David Copeland
David Copeland (* 15. Mai 1976 in Isleworth, London Borough of Hounslow) ist ein britischer Neonazi, der im April 1999 in London innerhalb von 13 Tagen eine Serie von drei Nagelbombenanschlägen verübte, die sich gegen Schwarze, Migranten aus Bangladesch sowie gegen Homosexuelle richteten.[1] Zuvor war der als Nagelbomber von London bekannt gewordene Copeland zeitweise Mitglied der British National Party (BNP) gewesen und hatte sich danach dem National Socialist Movement angeschlossen.

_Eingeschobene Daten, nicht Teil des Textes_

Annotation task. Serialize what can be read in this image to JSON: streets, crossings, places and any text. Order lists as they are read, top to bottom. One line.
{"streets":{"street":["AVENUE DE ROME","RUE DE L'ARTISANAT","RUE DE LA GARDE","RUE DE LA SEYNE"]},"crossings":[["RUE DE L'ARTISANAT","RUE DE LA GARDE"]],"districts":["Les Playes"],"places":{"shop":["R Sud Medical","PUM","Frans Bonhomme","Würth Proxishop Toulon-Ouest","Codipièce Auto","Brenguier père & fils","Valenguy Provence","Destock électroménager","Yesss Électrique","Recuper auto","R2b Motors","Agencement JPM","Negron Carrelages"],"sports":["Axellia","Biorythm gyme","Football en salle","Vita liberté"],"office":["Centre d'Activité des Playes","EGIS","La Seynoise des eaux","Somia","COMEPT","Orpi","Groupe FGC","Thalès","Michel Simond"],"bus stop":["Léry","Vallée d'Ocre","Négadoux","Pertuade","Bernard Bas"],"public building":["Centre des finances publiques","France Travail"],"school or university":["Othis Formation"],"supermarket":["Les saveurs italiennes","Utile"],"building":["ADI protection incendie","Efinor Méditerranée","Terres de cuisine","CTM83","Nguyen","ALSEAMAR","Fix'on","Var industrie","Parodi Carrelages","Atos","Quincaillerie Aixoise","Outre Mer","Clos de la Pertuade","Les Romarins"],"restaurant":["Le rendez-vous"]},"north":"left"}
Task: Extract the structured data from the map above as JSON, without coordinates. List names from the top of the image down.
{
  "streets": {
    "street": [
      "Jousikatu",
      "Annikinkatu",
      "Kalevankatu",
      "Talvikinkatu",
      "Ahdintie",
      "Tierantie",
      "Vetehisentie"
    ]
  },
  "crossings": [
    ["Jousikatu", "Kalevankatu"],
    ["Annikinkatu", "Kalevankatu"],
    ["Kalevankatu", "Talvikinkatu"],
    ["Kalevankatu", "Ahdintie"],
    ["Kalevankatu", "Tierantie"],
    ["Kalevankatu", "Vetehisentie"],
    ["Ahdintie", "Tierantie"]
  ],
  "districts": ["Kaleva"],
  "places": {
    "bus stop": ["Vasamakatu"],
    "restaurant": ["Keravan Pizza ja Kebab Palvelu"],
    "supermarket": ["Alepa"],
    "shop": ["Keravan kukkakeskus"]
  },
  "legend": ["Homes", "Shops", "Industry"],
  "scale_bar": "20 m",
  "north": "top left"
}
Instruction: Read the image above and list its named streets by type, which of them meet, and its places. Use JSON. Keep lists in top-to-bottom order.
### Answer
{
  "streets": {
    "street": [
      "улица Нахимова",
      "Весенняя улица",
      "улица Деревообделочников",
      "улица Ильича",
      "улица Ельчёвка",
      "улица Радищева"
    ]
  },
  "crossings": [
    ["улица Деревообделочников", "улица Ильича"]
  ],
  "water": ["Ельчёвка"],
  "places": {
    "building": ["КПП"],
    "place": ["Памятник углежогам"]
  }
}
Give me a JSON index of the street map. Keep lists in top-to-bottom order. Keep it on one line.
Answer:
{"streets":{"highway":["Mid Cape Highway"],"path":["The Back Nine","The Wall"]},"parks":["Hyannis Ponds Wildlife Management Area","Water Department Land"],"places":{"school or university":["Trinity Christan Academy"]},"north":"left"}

Nach widersprüchlichen medizinischen Gutachten zu seiner Schuldfähigkeit wurde Copeland im Jahr 2000 zu sechsfacher lebenslanger Freiheitsstrafe verurteilt und kann nach einer späteren höchstrichterlichen Entscheidung frühestens 2049 entlassen werden.
Kindheit und Jugend
David Copeland, dessen Vater Ingenieur und dessen Mutter Hausfrau ist, lebte die längste Zeit seiner Kindheit mit seinen Eltern und zwei Brüdern in Yateley in der Grafschaft Hampshire. An der dortigen Yateley School hatte er bei seinem Abgang 1992 sieben General Certificate of Secondary Education (GCSE) erreicht.
Nach seiner Verhaftung 1999 berichtete er den ihn begutachtenden Psychiatern von sadistischen Fantasien, die er im Alter von zwölf Jahren entwickelte. Eine dieser Vorstellungen beinhaltete die Ermordung seiner Klassenkameraden.[2] Ab dem Alter von 13 Jahren begann er, sich für den Nationalsozialismus zu begeistern. Mit 16 Jahren träumte er davon, ein großer, gutaussehender und mächtiger Kommandant der SS mit gefügigen Sex-Sklavinnen zu sein, der Männer foltert und ermordet. Vor dem 19. Lebensjahr entwickelte er eine Faszination für Gewalt.[3]
Nach der Schule hatte er eine Reihe von Arbeitsstellen, die er wieder verlor. Er machte Immigranten für die schwierige Arbeitsmarktlage verantwortlich. Außerdem verübte er kleinkriminelle Delikte und verfiel dem Alkoholismus und der Drogensucht.[2] Sein Vater konnte ihm schließlich eine Arbeit als Ingenieurassistent bei der Londoner U-Bahn vermitteln.[4]
British National Party
Copeland trat der BNP im Mai 1997 bei. Am 15. September des Jahres nahm er als Ordner an einer geschlossenen Veranstaltung der Partei teil und lernte dort deren Führungsspitze kennen. Nachdem es im Anschluss vor dem Veranstaltungsort zu Auseinandersetzungen mit Gegendemonstranten gekommen war, wurden Copeland und der verletzte damalige Parteivorsitzende John Tyndall nebeneinander stehend fotografiert.[5] Während dieser Zeit las Copeland den von William Luther Pierce verfassten Roman Die Turner-Tagebücher und erlernte aus einer Anleitung in einem sogenannten Terroristen-Handbuch, das er aus dem Internet heruntergeladen hatte, wie man Bomben aus Feuerwerkskörpern mit Weckern als Zeitzünder herstellt. Copeland verließ die BNP wieder, die ihm nicht radikal genug erschien, weil sie sich weigerte, einen paramilitärischen Kampf zu unterstützen.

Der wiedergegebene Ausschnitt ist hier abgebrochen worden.